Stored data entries
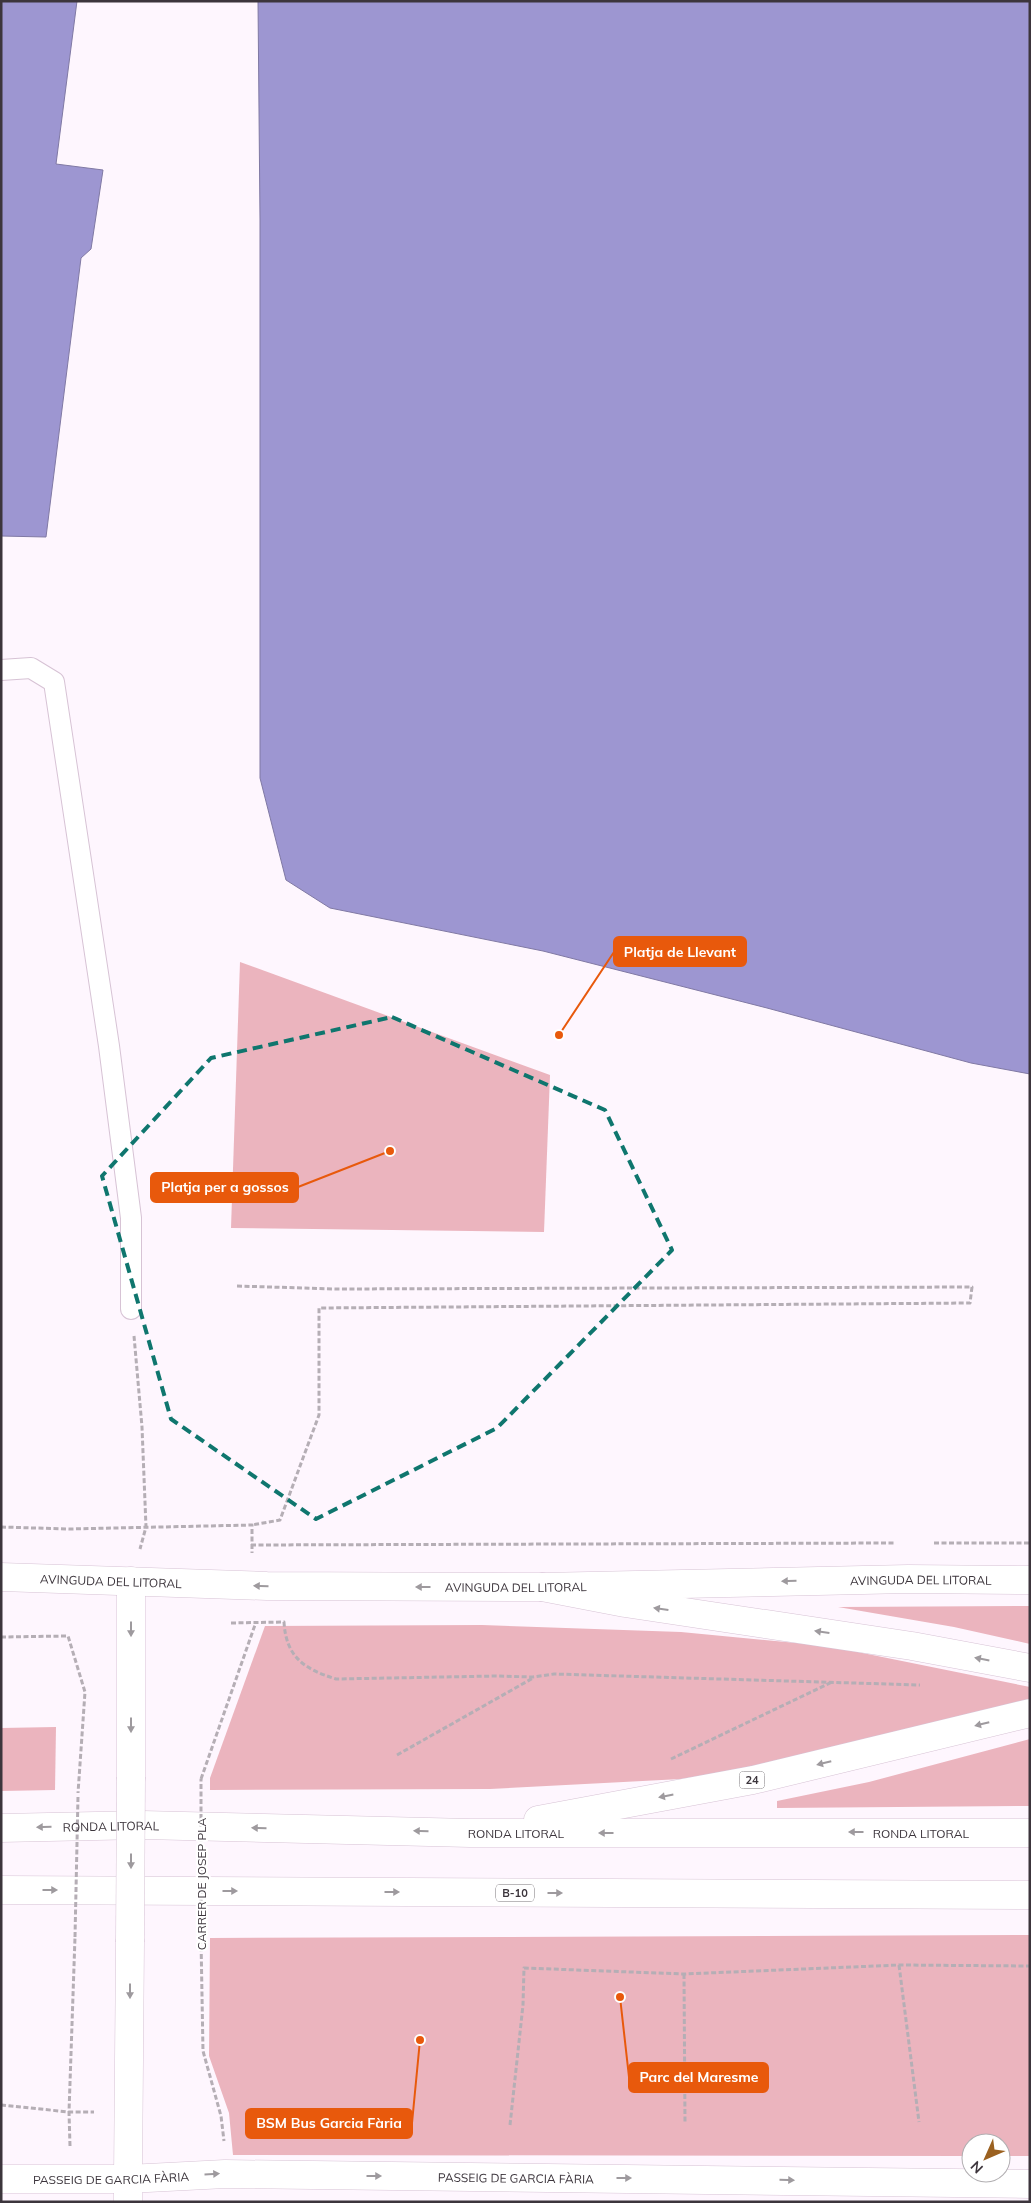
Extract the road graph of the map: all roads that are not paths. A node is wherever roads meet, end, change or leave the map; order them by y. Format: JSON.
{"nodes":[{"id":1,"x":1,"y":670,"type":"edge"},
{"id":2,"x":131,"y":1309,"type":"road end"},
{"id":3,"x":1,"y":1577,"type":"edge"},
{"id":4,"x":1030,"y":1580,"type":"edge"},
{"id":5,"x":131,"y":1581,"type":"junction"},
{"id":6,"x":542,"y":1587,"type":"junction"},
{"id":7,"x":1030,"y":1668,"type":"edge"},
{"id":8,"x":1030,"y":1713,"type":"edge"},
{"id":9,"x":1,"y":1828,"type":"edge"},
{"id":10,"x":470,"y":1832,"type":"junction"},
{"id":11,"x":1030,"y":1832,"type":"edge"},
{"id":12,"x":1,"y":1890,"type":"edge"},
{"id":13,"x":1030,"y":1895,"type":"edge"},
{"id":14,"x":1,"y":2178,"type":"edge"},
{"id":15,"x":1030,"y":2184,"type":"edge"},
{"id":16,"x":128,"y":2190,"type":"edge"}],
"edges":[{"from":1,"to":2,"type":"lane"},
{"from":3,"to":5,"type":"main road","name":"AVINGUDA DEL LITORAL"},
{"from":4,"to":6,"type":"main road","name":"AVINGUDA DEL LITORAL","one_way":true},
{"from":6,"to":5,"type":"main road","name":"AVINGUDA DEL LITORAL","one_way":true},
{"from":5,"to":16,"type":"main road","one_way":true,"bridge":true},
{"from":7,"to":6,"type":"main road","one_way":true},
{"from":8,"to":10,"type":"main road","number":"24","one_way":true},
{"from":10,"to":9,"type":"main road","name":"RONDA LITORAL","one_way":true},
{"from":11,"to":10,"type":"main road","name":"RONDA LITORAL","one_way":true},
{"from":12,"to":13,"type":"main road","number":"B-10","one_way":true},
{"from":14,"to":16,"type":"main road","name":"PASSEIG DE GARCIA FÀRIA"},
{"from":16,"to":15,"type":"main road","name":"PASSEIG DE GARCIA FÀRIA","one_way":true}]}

> [Exercise]:
I'd like every record transcribed exactly, with no pictures carried over.

> [Solution to this task]:
Extract the road graph of the map: all roads that are not paths. A node is wherever roads meet, end, change or leave the map; order them by y. Format: JSON.
{"nodes":[{"id":1,"x":1,"y":670,"type":"edge"},
{"id":2,"x":131,"y":1309,"type":"road end"},
{"id":3,"x":1,"y":1577,"type":"edge"},
{"id":4,"x":1030,"y":1580,"type":"edge"},
{"id":5,"x":131,"y":1581,"type":"junction"},
{"id":6,"x":542,"y":1587,"type":"junction"},
{"id":7,"x":1030,"y":1668,"type":"edge"},
{"id":8,"x":1030,"y":1713,"type":"edge"},
{"id":9,"x":1,"y":1828,"type":"edge"},
{"id":10,"x":470,"y":1832,"type":"junction"},
{"id":11,"x":1030,"y":1832,"type":"edge"},
{"id":12,"x":1,"y":1890,"type":"edge"},
{"id":13,"x":1030,"y":1895,"type":"edge"},
{"id":14,"x":1,"y":2178,"type":"edge"},
{"id":15,"x":1030,"y":2184,"type":"edge"},
{"id":16,"x":128,"y":2190,"type":"edge"}],
"edges":[{"from":1,"to":2,"type":"lane"},
{"from":3,"to":5,"type":"main road","name":"AVINGUDA DEL LITORAL"},
{"from":4,"to":6,"type":"main road","name":"AVINGUDA DEL LITORAL","one_way":true},
{"from":6,"to":5,"type":"main road","name":"AVINGUDA DEL LITORAL","one_way":true},
{"from":5,"to":16,"type":"main road","one_way":true,"bridge":true},
{"from":7,"to":6,"type":"main road","one_way":true},
{"from":8,"to":10,"type":"main road","number":"24","one_way":true},
{"from":10,"to":9,"type":"main road","name":"RONDA LITORAL","one_way":true},
{"from":11,"to":10,"type":"main road","name":"RONDA LITORAL","one_way":true},
{"from":12,"to":13,"type":"main road","number":"B-10","one_way":true},
{"from":14,"to":16,"type":"main road","name":"PASSEIG DE GARCIA FÀRIA"},
{"from":16,"to":15,"type":"main road","name":"PASSEIG DE GARCIA FÀRIA","one_way":true}]}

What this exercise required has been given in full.